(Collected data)
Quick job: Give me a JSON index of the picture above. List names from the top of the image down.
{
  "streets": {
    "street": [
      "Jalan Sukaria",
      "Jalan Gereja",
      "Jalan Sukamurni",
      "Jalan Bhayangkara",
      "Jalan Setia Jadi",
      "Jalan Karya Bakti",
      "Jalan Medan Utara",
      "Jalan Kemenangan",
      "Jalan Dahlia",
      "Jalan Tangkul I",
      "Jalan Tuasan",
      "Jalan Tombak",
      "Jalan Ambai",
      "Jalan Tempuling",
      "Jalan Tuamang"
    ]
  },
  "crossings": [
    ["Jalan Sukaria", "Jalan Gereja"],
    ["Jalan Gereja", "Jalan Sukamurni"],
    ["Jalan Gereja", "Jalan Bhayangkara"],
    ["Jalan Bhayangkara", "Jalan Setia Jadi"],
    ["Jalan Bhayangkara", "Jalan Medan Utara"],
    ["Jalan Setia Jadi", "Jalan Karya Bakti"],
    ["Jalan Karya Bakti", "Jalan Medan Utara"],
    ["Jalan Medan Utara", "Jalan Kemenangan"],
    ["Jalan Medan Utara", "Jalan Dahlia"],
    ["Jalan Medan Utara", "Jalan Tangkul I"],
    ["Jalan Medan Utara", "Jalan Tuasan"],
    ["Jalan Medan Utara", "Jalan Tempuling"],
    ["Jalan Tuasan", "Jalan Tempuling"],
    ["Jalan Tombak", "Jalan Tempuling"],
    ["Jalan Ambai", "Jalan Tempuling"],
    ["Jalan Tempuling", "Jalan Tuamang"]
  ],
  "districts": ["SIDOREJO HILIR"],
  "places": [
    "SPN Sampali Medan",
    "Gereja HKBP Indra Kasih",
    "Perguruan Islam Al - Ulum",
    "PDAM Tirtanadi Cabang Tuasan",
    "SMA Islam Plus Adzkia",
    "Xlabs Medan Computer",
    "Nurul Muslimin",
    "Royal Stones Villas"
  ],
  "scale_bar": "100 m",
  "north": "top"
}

## Work instructions
In the records above, find each line holding "Islam" and copy it.

## Response to the exercise
    "Perguruan Islam Al - Ulum",
    "SMA Islam Plus Adzkia",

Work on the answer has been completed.